Still, the prosecutor acknowledged that unforeseen circumstances have created even more delays than are typical.

Those waiting for justice understand the slow grind of death penalty proceedings but remain frustrated.

“I just think it’s a shame that it’s taking this long, because everybody needs closure, and it prolongs the agony, I think,” Hannah said.

Osment’s friend Busse shares in the frustration.

“I think it’s ridiculous that it is taking this long for the county’s law system to take these men to trial and give them what they deserve,” she said.
“I lost my best friend that day”
Mariel Hannah’s life was looking up when she was killed.

Just a month earlier she had enrolled at DeVry University and, as a lifetime lover of animals, had considered working as a veterinarian technician.

“She was very kind-hearted toward animals,” said her father, who has established a Humane Society Award in her memory that honors teens for acts of kindness toward animals. “It could be anything, cats, dogs, a stray animal, she wanted to collect them all.”

Mariel Hannah struggled with traditional school and dropped out her senior year. She later enrolled at Independence High School in Alpharetta, a non-traditional school where she earned her diploma in November 2005.

She was boarding with a friend of the family’s in Roswell at the time of her death.

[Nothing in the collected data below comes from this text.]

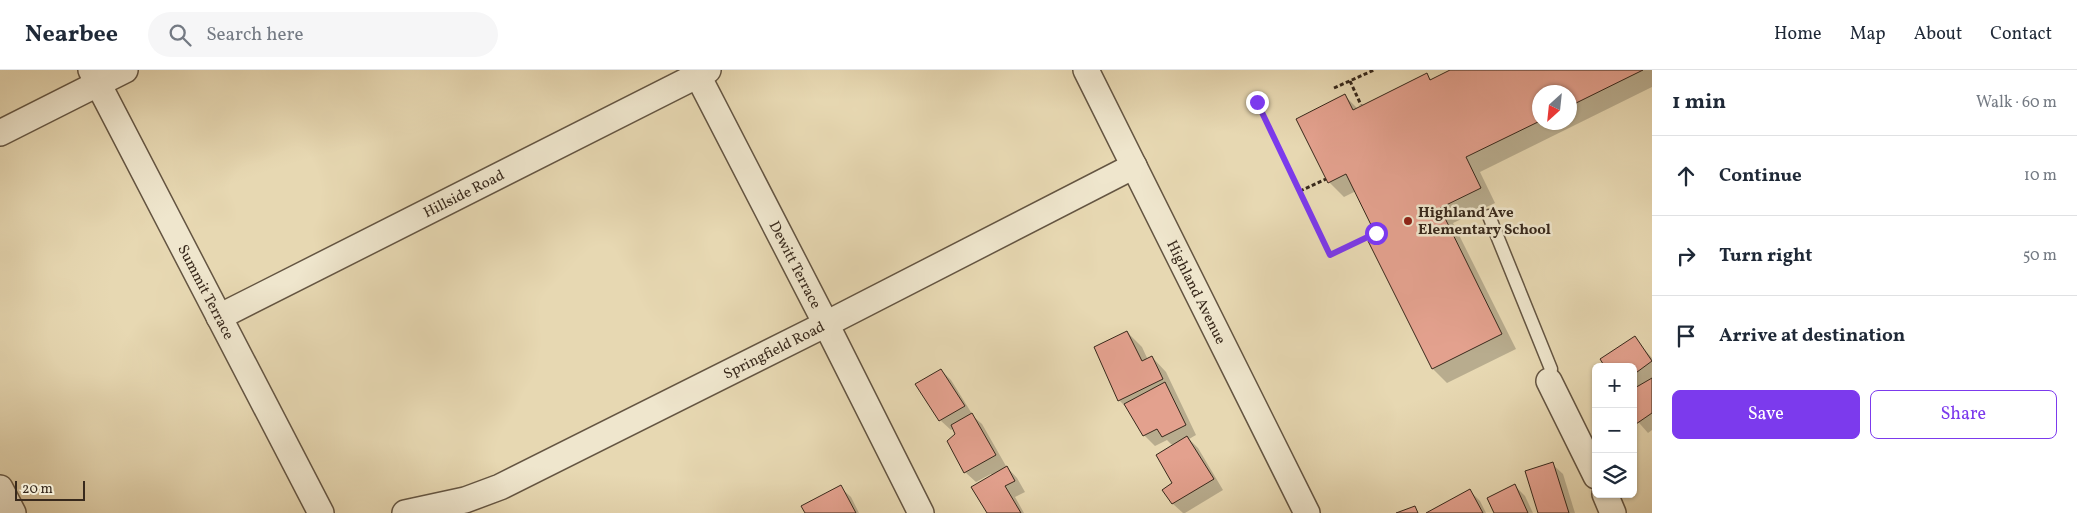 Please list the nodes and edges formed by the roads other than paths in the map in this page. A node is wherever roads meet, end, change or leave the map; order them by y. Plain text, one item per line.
1 (125, 70) edge
2 (1086, 70) edge
3 (700, 72) edge
4 (95, 77) edge
5 (0, 133) edge
6 (1134, 166) junction
7 (1489, 216) dead end
8 (219, 317) junction
9 (826, 324) junction
10 (1549, 381) joint
11 (1592, 468) edge
12 (0, 488) edge
13 (1607, 498) edge
14 (13, 513) edge
15 (321, 513) edge
16 (405, 513) edge
17 (921, 513) edge
18 (1307, 513) edge
19 (1613, 513) edge

1 - 4 street
2 - 6 street, Highland Avenue
3 - 8 street, Hillside Road
3 - 9 street, Dewitt Terrace
4 - 5 street
4 - 8 street, Summit Terrace
6 - 9 street, Springfield Road
6 - 18 street, Highland Avenue
7 - 10 lane
8 - 15 street, Summit Terrace
9 - 16 street, Springfield Road
9 - 17 street, Dewitt Terrace
10 - 11 street
12 - 14 street
13 - 19 street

“She had some problems early on dealing with things, but she was really starting to come around,” David Hannah said.

On her MySpace page, Mariel listed her interests as “cars, boys and art.” She said she liked to listen to “punk, ska, emo, metal, rock and all that stuff,” and named the animated film “The Nightmare Before Christmas” as her favorite movie.

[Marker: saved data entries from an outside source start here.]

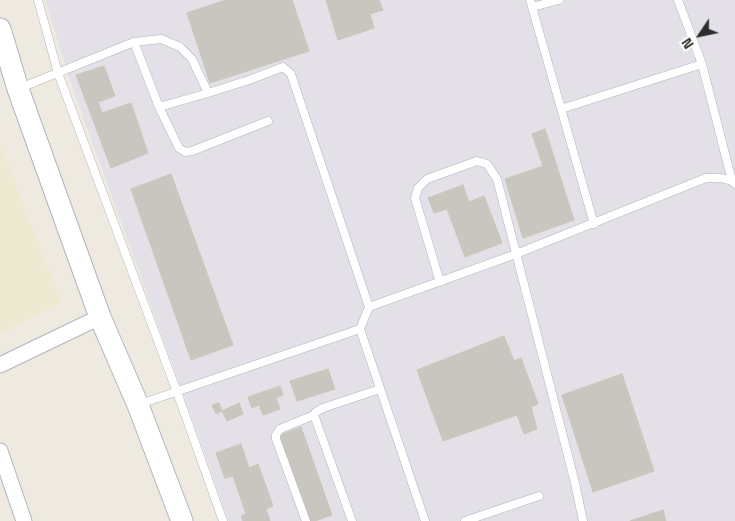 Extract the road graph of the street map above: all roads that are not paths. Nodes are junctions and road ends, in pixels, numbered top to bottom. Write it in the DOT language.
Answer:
graph roads {
  1 [pos="38,0"];
  2 [pos="559,0"];
  3 [pos="678,0"];
  4 [pos="531,3"];
  5 [pos="0,29"];
  6 [pos="134,42"];
  7 [pos="702,64"];
  8 [pos="58,73"];
  9 [pos="18,89"];
  10 [pos="208,93"];
  11 [pos="159,107"];
  12 [pos="561,109"];
  13 [pos="268,121"];
  14 [pos="734,182"];
  15 [pos="594,224"];
  16 [pos="516,254"];
  17 [pos="440,282"];
  18 [pos="369,307"];
  19 [pos="100,317"];
  20 [pos="360,329"];
  21 [pos="0,365"];
  22 [pos="380,388"];
  23 [pos="177,392"];
  24 [pos="138,405"];
  25 [pos="314,415"];
  26 [pos="0,451"];
  27 [pos="539,496"];
  28 [pos="24,521"];
  29 [pos="182,521"];
  30 [pos="222,521"];
  31 [pos="306,521"];
  32 [pos="352,521"];
  33 [pos="425,521"];
  34 [pos="465,521"];
  35 [pos="583,521"];
  1 -- 8 [label="lane"];
  2 -- 4 [label="lane"];
  3 -- 7 [label="lane"];
  4 -- 12 [label="lane"];
  5 -- 9 [label="main road"];
  6 -- 8 [label="lane"];
  6 -- 10 [label="lane"];
  6 -- 11 [label="lane"];
  7 -- 12 [label="lane"];
  7 -- 14 [label="lane"];
  8 -- 9 [label="lane"];
  8 -- 23 [label="lane"];
  9 -- 19 [label="main road"];
  10 -- 11 [label="lane"];
  10 -- 18 [label="lane"];
  11 -- 13 [label="lane"];
  12 -- 15 [label="lane"];
  14 -- 15 [label="lane"];
  15 -- 16 [label="lane"];
  16 -- 17 [label="lane"];
  16 -- 17 [label="lane"];
  16 -- 35 [label="lane"];
  17 -- 18 [label="lane"];
  18 -- 20 [label="lane"];
  19 -- 21 [label="street"];
  19 -- 24 [label="main road"];
  20 -- 22 [label="lane"];
  20 -- 23 [label="lane"];
  22 -- 25 [label="lane"];
  22 -- 33 [label="lane"];
  23 -- 24 [label="lane"];
  23 -- 30 [label="lane"];
  24 -- 29 [label="main road"];
  25 -- 31 [label="lane"];
  25 -- 32 [label="lane"];
  26 -- 28 [label="street"];
  27 -- 34 [label="lane"];
}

Billy Osment was a South Forsyth High School wrestler who loved fishing and spending time on Lake Lanier, Busse said.

“Billy was the most amazing person I have ever met,” she said. “He loved to be around the people he cared about, having a good time with the ones he loved.”

It’s widely believed that the four victims had little if any relationship with the alleged killers, who may have held a grudge against one of the home’s other occupants over a marijuana deal from months earlier.

Busse doesn’t believe that her friend was caught in the crossfire, however.

“Those men went into that house with the intent of killing everyone,” she said. “They knew who all was there because they stopped by the house before going to Wal-Mart and purchasing the bullets.”

“The one guy, McGhee, I don’t think he knew anybody there at all,” Hannah said.

He said while McGhee may have been identified by survivors as the shooter, “I think they’re all three equally responsible.”

Thursday will mark the third anniversary of Mariel Hannah’s death, exactly one week after the shootings.

David Hannah likely will have another of his many private conversations with Mariel.

“They’re basically one-sided,” he said. “I’m just telling her how things are going, and I ask her to look out after her sister.”

Hannah hopes that if anything comes out of his family’s tragedy, it’s that people will become more involved in the lives of young people and not turn away if they see something “that’s not right.”

“To me it’s everybody’s responsibility to watch out after our children,” he said. “I think that’s something our whole society has lost.”

Belinda Busse said the events of March 19, 2006, “have affected the lives of many — mothers, fathers, brothers, sisters, family and the community.”

“I lost my best friend that day and my life has been changed forever,” she said. “It has been the hardest thing to cope with. To this day, it still is difficult to deal with.”